Once the records below have been read, copy them all out exactly.

Top of Material supplied

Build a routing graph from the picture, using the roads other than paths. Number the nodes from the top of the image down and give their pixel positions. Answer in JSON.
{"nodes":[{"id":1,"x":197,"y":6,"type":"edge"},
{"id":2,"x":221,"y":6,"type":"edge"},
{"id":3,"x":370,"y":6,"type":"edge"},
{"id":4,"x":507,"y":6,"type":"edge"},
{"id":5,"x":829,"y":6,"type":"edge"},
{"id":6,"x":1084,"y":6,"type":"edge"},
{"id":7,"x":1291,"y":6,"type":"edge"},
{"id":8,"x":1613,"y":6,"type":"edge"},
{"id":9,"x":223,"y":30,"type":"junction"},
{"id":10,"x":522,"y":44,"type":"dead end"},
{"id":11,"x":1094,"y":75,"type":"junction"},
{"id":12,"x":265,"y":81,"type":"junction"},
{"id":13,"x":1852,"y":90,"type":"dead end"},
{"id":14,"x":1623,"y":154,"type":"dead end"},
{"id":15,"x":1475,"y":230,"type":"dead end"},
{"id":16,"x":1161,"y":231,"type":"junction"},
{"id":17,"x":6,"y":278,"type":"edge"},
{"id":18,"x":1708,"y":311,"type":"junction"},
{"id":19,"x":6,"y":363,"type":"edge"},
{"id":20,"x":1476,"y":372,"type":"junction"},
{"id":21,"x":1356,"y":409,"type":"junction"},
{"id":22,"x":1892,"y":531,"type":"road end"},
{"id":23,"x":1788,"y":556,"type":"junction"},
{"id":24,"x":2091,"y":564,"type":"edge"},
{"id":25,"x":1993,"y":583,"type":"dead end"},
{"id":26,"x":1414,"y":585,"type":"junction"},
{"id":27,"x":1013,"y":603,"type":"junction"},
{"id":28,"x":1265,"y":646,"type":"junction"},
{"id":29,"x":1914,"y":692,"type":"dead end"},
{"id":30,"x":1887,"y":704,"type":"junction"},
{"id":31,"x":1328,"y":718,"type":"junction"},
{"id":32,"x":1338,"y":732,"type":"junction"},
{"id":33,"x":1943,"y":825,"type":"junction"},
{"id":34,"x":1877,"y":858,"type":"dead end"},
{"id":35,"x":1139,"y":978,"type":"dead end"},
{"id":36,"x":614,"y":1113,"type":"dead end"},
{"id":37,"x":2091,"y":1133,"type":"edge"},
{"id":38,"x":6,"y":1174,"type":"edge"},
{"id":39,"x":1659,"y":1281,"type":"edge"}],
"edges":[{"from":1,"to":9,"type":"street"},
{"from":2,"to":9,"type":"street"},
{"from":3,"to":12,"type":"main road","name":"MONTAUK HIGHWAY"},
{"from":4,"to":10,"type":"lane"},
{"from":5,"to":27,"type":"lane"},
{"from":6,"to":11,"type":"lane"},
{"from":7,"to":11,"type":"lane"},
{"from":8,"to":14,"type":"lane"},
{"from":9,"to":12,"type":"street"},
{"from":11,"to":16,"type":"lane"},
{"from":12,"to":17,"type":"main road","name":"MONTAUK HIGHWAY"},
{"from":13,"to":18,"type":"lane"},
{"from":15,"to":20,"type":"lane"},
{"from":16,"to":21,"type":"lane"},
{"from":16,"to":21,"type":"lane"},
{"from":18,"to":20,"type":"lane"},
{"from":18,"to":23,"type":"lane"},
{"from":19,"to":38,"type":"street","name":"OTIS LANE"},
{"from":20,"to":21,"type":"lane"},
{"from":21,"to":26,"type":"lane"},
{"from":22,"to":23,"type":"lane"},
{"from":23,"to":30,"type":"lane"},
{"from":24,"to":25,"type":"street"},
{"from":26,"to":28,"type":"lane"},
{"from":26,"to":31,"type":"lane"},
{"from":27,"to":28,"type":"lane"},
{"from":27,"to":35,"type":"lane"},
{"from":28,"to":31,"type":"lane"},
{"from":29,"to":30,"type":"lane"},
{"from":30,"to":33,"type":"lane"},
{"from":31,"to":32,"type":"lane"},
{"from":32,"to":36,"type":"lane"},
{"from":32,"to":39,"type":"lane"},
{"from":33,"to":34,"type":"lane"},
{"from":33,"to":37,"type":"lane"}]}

Bottom of Material supplied

Written reply:
Build a routing graph from the picture, using the roads other than paths. Number the nodes from the top of the image down and give their pixel positions. Answer in JSON.
{"nodes":[{"id":1,"x":197,"y":6,"type":"edge"},
{"id":2,"x":221,"y":6,"type":"edge"},
{"id":3,"x":370,"y":6,"type":"edge"},
{"id":4,"x":507,"y":6,"type":"edge"},
{"id":5,"x":829,"y":6,"type":"edge"},
{"id":6,"x":1084,"y":6,"type":"edge"},
{"id":7,"x":1291,"y":6,"type":"edge"},
{"id":8,"x":1613,"y":6,"type":"edge"},
{"id":9,"x":223,"y":30,"type":"junction"},
{"id":10,"x":522,"y":44,"type":"dead end"},
{"id":11,"x":1094,"y":75,"type":"junction"},
{"id":12,"x":265,"y":81,"type":"junction"},
{"id":13,"x":1852,"y":90,"type":"dead end"},
{"id":14,"x":1623,"y":154,"type":"dead end"},
{"id":15,"x":1475,"y":230,"type":"dead end"},
{"id":16,"x":1161,"y":231,"type":"junction"},
{"id":17,"x":6,"y":278,"type":"edge"},
{"id":18,"x":1708,"y":311,"type":"junction"},
{"id":19,"x":6,"y":363,"type":"edge"},
{"id":20,"x":1476,"y":372,"type":"junction"},
{"id":21,"x":1356,"y":409,"type":"junction"},
{"id":22,"x":1892,"y":531,"type":"road end"},
{"id":23,"x":1788,"y":556,"type":"junction"},
{"id":24,"x":2091,"y":564,"type":"edge"},
{"id":25,"x":1993,"y":583,"type":"dead end"},
{"id":26,"x":1414,"y":585,"type":"junction"},
{"id":27,"x":1013,"y":603,"type":"junction"},
{"id":28,"x":1265,"y":646,"type":"junction"},
{"id":29,"x":1914,"y":692,"type":"dead end"},
{"id":30,"x":1887,"y":704,"type":"junction"},
{"id":31,"x":1328,"y":718,"type":"junction"},
{"id":32,"x":1338,"y":732,"type":"junction"},
{"id":33,"x":1943,"y":825,"type":"junction"},
{"id":34,"x":1877,"y":858,"type":"dead end"},
{"id":35,"x":1139,"y":978,"type":"dead end"},
{"id":36,"x":614,"y":1113,"type":"dead end"},
{"id":37,"x":2091,"y":1133,"type":"edge"},
{"id":38,"x":6,"y":1174,"type":"edge"},
{"id":39,"x":1659,"y":1281,"type":"edge"}],
"edges":[{"from":1,"to":9,"type":"street"},
{"from":2,"to":9,"type":"street"},
{"from":3,"to":12,"type":"main road","name":"MONTAUK HIGHWAY"},
{"from":4,"to":10,"type":"lane"},
{"from":5,"to":27,"type":"lane"},
{"from":6,"to":11,"type":"lane"},
{"from":7,"to":11,"type":"lane"},
{"from":8,"to":14,"type":"lane"},
{"from":9,"to":12,"type":"street"},
{"from":11,"to":16,"type":"lane"},
{"from":12,"to":17,"type":"main road","name":"MONTAUK HIGHWAY"},
{"from":13,"to":18,"type":"lane"},
{"from":15,"to":20,"type":"lane"},
{"from":16,"to":21,"type":"lane"},
{"from":16,"to":21,"type":"lane"},
{"from":18,"to":20,"type":"lane"},
{"from":18,"to":23,"type":"lane"},
{"from":19,"to":38,"type":"street","name":"OTIS LANE"},
{"from":20,"to":21,"type":"lane"},
{"from":21,"to":26,"type":"lane"},
{"from":22,"to":23,"type":"lane"},
{"from":23,"to":30,"type":"lane"},
{"from":24,"to":25,"type":"street"},
{"from":26,"to":28,"type":"lane"},
{"from":26,"to":31,"type":"lane"},
{"from":27,"to":28,"type":"lane"},
{"from":27,"to":35,"type":"lane"},
{"from":28,"to":31,"type":"lane"},
{"from":29,"to":30,"type":"lane"},
{"from":30,"to":33,"type":"lane"},
{"from":31,"to":32,"type":"lane"},
{"from":32,"to":36,"type":"lane"},
{"from":32,"to":39,"type":"lane"},
{"from":33,"to":34,"type":"lane"},
{"from":33,"to":37,"type":"lane"}]}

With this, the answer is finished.